[Start of Attachment]

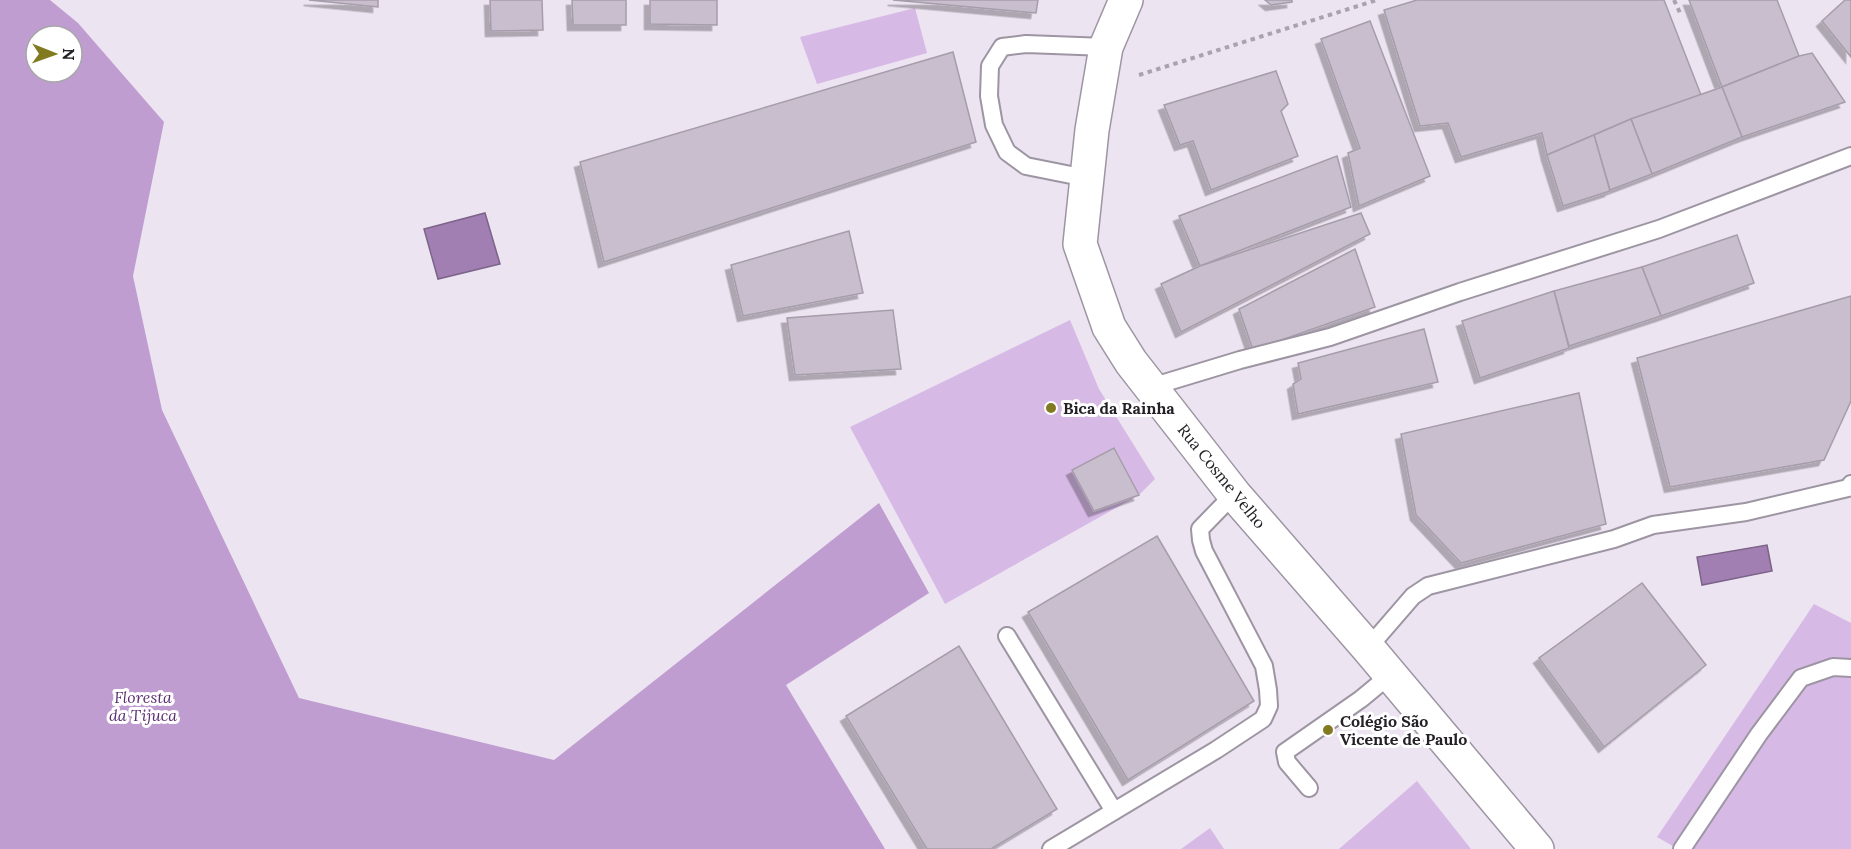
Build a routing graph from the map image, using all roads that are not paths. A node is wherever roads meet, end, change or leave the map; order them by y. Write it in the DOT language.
graph roads {
  1 [pos="1126,0"];
  2 [pos="1106,47"];
  3 [pos="1851,156"];
  4 [pos="1086,178"];
  5 [pos="1151,387"];
  6 [pos="1851,484"];
  7 [pos="1234,494"];
  8 [pos="1007,636"];
  9 [pos="1368,648"];
  10 [pos="1851,668"];
  11 [pos="1390,675"];
  12 [pos="1309,788"];
  13 [pos="1114,811"];
  14 [pos="1051,849"];
  15 [pos="1537,849"];
  16 [pos="1682,849"];
  1 -- 2 [label="main road, Rua Cosme Velho"];
  2 -- 4 [label="main road, Rua Cosme Velho"];
  2 -- 4 [label="lane"];
  3 -- 5 [label="lane"];
  4 -- 5 [label="main road, Rua Cosme Velho"];
  5 -- 7 [label="main road, Rua Cosme Velho"];
  6 -- 9 [label="lane"];
  7 -- 9 [label="main road, Rua Cosme Velho"];
  7 -- 13 [label="lane"];
  8 -- 13 [label="lane"];
  9 -- 11 [label="main road, Rua Cosme Velho"];
  10 -- 16 [label="lane"];
  11 -- 12 [label="lane"];
  11 -- 15 [label="main road, Rua Cosme Velho"];
  13 -- 14 [label="lane"];
}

[End of Attachment]

TASK TO COMPLETE -
The copy you produce must match the entries above exactly, except that it has no pictures.

EXERCISE OUTPUT -
Build a routing graph from the map image, using all roads that are not paths. A node is wherever roads meet, end, change or leave the map; order them by y. Write it in the DOT language.
graph roads {
  1 [pos="1126,0"];
  2 [pos="1106,47"];
  3 [pos="1851,156"];
  4 [pos="1086,178"];
  5 [pos="1151,387"];
  6 [pos="1851,484"];
  7 [pos="1234,494"];
  8 [pos="1007,636"];
  9 [pos="1368,648"];
  10 [pos="1851,668"];
  11 [pos="1390,675"];
  12 [pos="1309,788"];
  13 [pos="1114,811"];
  14 [pos="1051,849"];
  15 [pos="1537,849"];
  16 [pos="1682,849"];
  1 -- 2 [label="main road, Rua Cosme Velho"];
  2 -- 4 [label="main road, Rua Cosme Velho"];
  2 -- 4 [label="lane"];
  3 -- 5 [label="lane"];
  4 -- 5 [label="main road, Rua Cosme Velho"];
  5 -- 7 [label="main road, Rua Cosme Velho"];
  6 -- 9 [label="lane"];
  7 -- 9 [label="main road, Rua Cosme Velho"];
  7 -- 13 [label="lane"];
  8 -- 13 [label="lane"];
  9 -- 11 [label="main road, Rua Cosme Velho"];
  10 -- 16 [label="lane"];
  11 -- 12 [label="lane"];
  11 -- 15 [label="main road, Rua Cosme Velho"];
  13 -- 14 [label="lane"];
}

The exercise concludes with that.